Je trouve absolument injuste que toi qui viens d’envoyer de l’argent que toi-même as dû emprunter pour l’ameublement de la maison,3 ayes encore à ta charge le voyage, alors surtout que ce voyage soit compliqué du payement de la dette.
A moins que Gauguin faisant bourse absolument commune te donne en plein son oeuvre. De telle façon que cessant de compter on fasse absolument cause commune. Si on faisait et bourse et cause commune je crois moi que tous y profiteraient au bout de quelques annees de travail en commun.
Car si l’association se fait dans ces conditions-là toi tu te sentiras je ne dis pas plus heureux mais plus artiste et plus productif qu’avec moi seul.
Pour lui comme pour moi nous sentirons bien clairement que nous devons réussir parceque notre honneur à tous les trois y est compromis et qu’on ne travaille pas pour soi seul. Le cas me parait être ainsi.
Et je me dis que même s’il faut dégringoler dans la fatalité des chôses il faudrait encore faire comme cela. Seulement j’écarte de plus en plus l’idée de cette degringolade lorsque je pense à la serenité que nous voyons sur les visages dans les Frans Hals et dans les Rembrandt tel que le portrait de Six vieux,4 tel que dans le sien,5 tel que dans ces Frans Hals que nous autres connaissons bien à Harlem des vieillards et des vieilles femmes.6
il vaut mieux avoir de la serenité que d’etre trop craintif.
Pourquoi donc jeter de hauts cris à l’occasion de cette affaire avec Gauguin. S’il vient avec nous autres il fera bien et nous voulons bien qu’il vienne.

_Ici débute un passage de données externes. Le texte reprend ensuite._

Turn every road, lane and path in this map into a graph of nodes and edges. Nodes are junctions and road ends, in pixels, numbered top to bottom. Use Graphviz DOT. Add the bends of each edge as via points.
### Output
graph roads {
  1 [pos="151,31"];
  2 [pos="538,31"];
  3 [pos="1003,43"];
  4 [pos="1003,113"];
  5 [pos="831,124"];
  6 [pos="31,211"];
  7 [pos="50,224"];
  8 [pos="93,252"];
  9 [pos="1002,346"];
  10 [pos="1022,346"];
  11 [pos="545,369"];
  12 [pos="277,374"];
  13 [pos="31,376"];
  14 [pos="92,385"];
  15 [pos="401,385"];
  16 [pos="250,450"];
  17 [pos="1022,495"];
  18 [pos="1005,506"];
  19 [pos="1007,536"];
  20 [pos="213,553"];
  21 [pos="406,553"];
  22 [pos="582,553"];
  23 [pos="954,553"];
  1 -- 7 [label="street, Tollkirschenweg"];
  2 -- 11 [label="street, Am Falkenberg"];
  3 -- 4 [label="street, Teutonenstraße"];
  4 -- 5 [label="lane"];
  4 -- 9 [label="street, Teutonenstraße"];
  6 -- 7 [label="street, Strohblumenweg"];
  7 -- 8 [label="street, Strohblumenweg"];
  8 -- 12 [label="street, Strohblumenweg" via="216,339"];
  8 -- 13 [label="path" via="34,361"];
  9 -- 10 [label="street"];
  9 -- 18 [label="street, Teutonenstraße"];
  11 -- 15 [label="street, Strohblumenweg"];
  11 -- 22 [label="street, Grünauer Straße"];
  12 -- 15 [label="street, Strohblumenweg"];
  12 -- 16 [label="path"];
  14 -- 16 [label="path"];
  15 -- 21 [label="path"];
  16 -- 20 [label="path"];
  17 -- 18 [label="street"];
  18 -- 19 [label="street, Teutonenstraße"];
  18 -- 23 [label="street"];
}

Mais ni lui ni nous devons être écrasés.
Enfin dans sa lettre à lui il y a un beau calme tout de même.
quoiqu’il laisse inexpliquées ses intentions à notre égard.

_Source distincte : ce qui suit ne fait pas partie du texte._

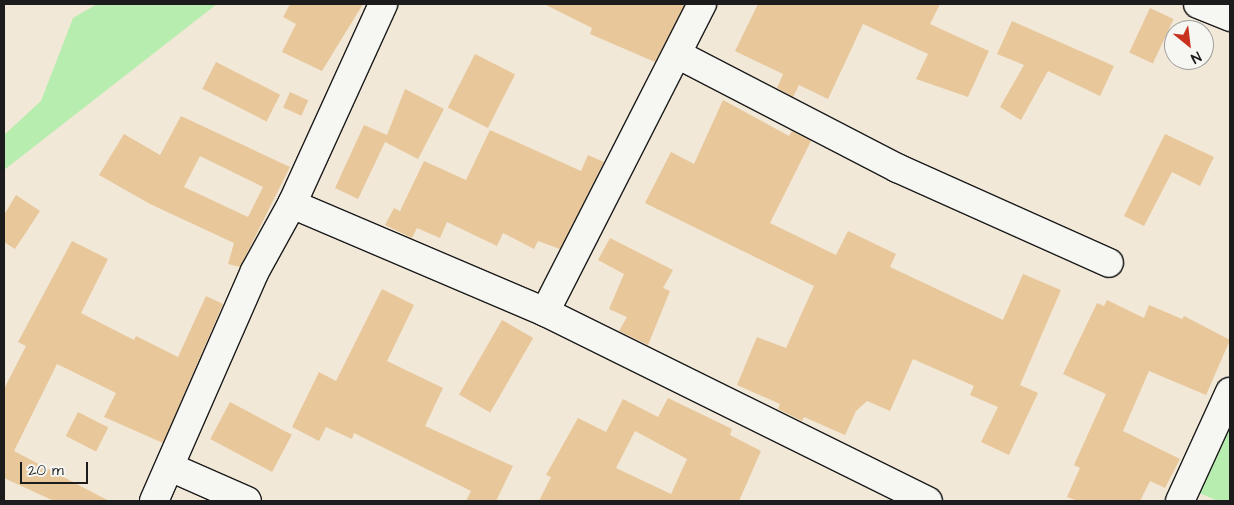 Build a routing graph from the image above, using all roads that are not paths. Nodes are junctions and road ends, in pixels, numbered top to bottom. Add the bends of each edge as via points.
1 (383, 4) edge
2 (702, 4) edge
3 (1198, 4) edge
4 (1230, 18) edge
5 (679, 55) junction
6 (292, 204) junction
7 (1109, 263) dead end
8 (546, 312) junction
9 (1230, 392) edge
10 (170, 467) junction
11 (154, 501) edge
12 (247, 501) edge
13 (928, 501) edge
14 (1180, 501) edge

1 - 6 street
2 - 5 street
3 - 4 street
5 - 7 street via 897,168
5 - 8 street
6 - 8 street
6 - 10 street via 255,270
8 - 13 street
9 - 14 street
10 - 11 street
10 - 12 street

Seulement si l’on veut bien faire cette chose il faut de la fidélité de sa part.
Je suis assez curieux de savoir ce que lui meme t’écrira, je lui réponds absolument comme je sens mais je ne veux pas dire des chôses melancoliques ou tristes ou mechantes à un si grand artiste.
Mais l’affaire au point de vue de l’argent prend des proportions graves, il y a le voyage, il y a la dette, il y a encore que l’ameublement n’est pas complet.

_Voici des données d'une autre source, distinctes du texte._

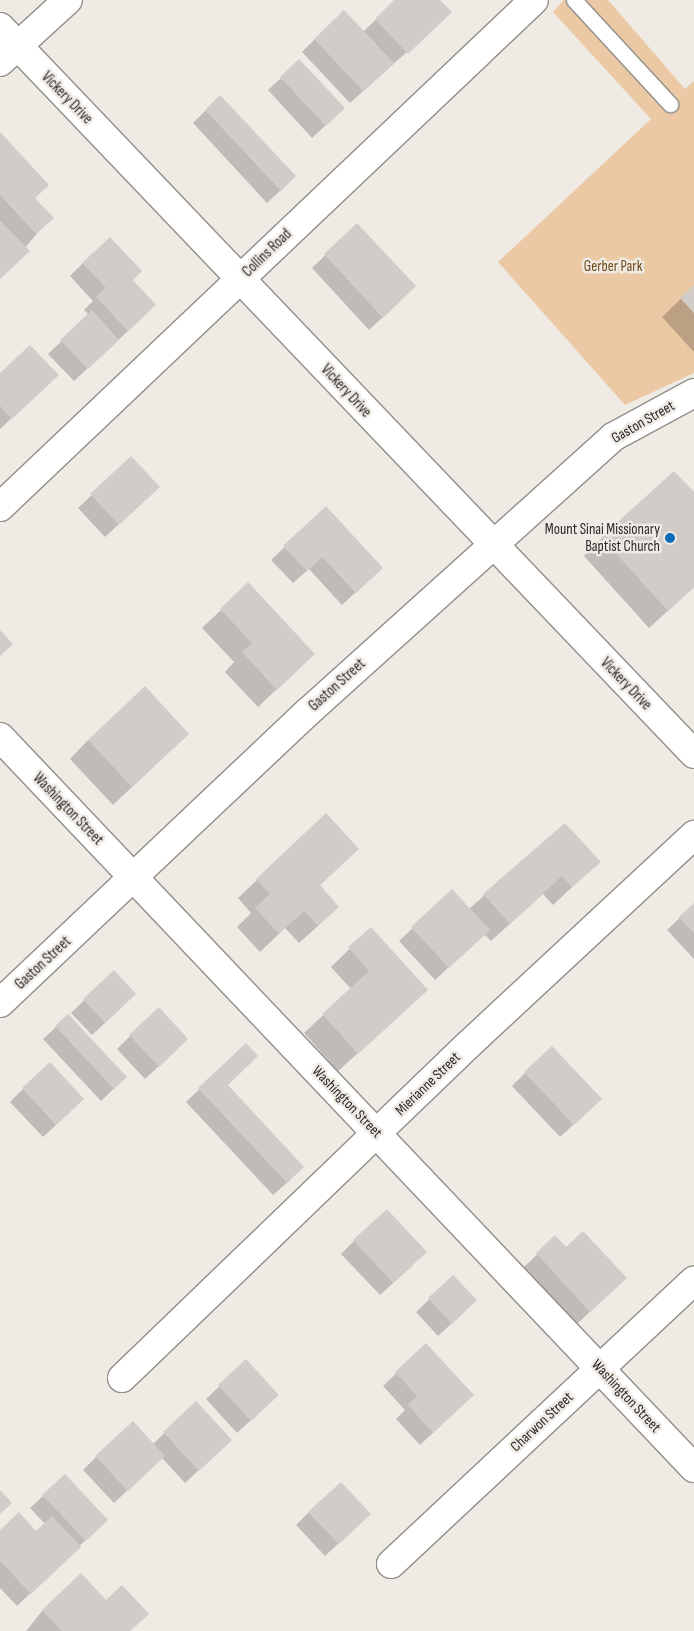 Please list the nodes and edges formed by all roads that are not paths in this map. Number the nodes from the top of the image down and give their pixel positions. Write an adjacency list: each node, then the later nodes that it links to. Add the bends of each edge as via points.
1 (68, 0): 4 (street)
2 (534, 0): 6 (street, Collins Road)
3 (574, 0): 5 (lane)
4 (6, 45): 6 (street, Vickery Drive)
5 (670, 104)
6 (240, 279): 8 (street, Collins Road); 9 (street, Vickery Drive)
7 (694, 393): 9 (street, Gaston Street, via 613,437)
8 (0, 506)
9 (492, 545): 11 (street, Vickery Drive); 13 (street, Gaston Street, via 309,711)
10 (0, 737): 13 (street, Washington Street)
11 (694, 754)
12 (694, 835): 15 (street, Mierianne Street)
13 (134, 878): 14 (street, Gaston Street); 15 (street, Washington Street)
14 (0, 1003)
15 (377, 1134): 17 (street, Washington Street); 18 (street, Mierianne Street)
16 (694, 1280): 17 (street, Charwon Street)
17 (600, 1369): 19 (street, Washington Street); 20 (street, Charwon Street)
18 (122, 1378)
19 (694, 1468)
20 (391, 1564)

Seulement il est déjà complet assez pour que si Gauguin tombe ici inopinément il y aurait moyen de s’arranger en attendant qu’on reprenne haleine.
Gauguin est marié et ceci il faut bien le sentir d’avance qu’à la longue il n’est pas sûr que les interets divers seront compatibles.
Or c’est pourquoi il faudrait justement pour ne pas se quereller plus tard en cas d’association quelconque avoir les conditions bien nettement arrêtées.
Si tout va bien pour Gauguin tu vois d’ici qu’il se remettra avec sa femme et ses enfants.7 Certes je le désirerais pour lui. Eh bien il faut donc avoir sur la valeur de ses tableaux plus de confiance que son logeur mais il ne faut pas qu’il te les compte tellement cher à toi qu’au lieu de pouvoir avoir toi quelque avantage à l’association, tu n’en aurais que les charges et les frais.
Cela ne doit pas être et d’ailleurs ne sera pas. Mais tu dois avoir de lui ce qu’il a de mieux.
Je dois te prévenir que je compte garder ici à l’atelier plusieurs études au lieu de te les envoyer. Je crois que si je continue bien fermement ce projet de faire de la maison ici une chôse un peu réellement artistique tu auras plus tard une serie d’etudes qui se tiendra.
à propos Russell a répondu – negativement pour ce qui regarde d’acheter un Gauguin8 mais il m’invite à venir passer un temps chez lui, ce qui commencerait et finirait par couter de l’argent pour le voyage. Je ne dis pas pourtant qu’il n’achetera pas un Gauguin car il sentira bien lui-même qu’il est peu bienfaisant actuellement. Mais enfin en se construisant une maison,9 pourvu qu’il y loge les gens, il fait bien la chôse qui est necessaire à partir du moment où les logeurs nous fouteraient à la porte.